INPUT RECORDS
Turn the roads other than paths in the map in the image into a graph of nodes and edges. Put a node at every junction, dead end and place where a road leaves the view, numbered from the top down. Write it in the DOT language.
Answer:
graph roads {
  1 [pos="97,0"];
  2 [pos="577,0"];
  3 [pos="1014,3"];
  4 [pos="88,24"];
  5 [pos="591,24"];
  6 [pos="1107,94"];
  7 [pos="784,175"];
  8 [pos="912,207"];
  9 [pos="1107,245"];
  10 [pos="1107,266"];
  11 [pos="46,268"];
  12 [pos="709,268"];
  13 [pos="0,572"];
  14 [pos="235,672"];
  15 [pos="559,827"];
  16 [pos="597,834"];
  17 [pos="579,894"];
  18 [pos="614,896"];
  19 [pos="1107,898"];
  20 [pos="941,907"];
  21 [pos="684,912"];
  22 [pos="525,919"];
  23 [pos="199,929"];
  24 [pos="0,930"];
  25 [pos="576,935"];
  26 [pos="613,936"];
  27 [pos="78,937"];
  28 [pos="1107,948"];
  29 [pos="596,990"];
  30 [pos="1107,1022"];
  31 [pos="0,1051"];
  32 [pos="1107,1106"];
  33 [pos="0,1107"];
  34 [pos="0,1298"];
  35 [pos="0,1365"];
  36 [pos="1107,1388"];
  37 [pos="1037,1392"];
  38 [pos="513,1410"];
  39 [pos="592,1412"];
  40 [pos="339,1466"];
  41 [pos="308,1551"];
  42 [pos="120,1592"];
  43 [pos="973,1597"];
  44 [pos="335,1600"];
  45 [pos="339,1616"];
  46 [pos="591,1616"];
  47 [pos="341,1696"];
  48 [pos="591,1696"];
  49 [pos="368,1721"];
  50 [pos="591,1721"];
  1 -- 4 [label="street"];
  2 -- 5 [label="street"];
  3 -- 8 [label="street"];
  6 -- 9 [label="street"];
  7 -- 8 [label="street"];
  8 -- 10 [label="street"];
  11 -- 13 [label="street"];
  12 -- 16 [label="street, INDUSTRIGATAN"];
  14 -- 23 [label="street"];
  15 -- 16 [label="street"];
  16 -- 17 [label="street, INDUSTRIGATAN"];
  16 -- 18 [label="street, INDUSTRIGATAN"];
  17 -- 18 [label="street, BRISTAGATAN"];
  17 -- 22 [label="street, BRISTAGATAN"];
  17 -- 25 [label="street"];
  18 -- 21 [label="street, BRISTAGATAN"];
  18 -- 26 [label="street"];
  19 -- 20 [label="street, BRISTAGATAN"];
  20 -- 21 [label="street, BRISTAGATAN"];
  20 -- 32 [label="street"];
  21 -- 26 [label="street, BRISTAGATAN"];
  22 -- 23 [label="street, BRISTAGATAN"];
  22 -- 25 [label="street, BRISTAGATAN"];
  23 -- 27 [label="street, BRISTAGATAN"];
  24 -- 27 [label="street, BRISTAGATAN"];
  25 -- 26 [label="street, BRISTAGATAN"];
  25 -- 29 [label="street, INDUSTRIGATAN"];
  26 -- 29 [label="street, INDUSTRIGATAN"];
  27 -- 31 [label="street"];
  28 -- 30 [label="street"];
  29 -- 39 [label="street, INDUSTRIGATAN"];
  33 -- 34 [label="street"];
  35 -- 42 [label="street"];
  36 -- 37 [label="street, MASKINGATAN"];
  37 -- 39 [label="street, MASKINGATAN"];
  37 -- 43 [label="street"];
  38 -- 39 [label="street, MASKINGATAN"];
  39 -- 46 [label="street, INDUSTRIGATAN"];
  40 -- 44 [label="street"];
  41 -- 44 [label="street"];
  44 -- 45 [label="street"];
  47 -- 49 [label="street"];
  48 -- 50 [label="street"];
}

TASK BRIEF
Please show the lines in the entries above that hold the string "MASKINGATAN".

WRITTEN ANSWER
  36 -- 37 [label="street, MASKINGATAN"];
  37 -- 39 [label="street, MASKINGATAN"];
  38 -- 39 [label="street, MASKINGATAN"];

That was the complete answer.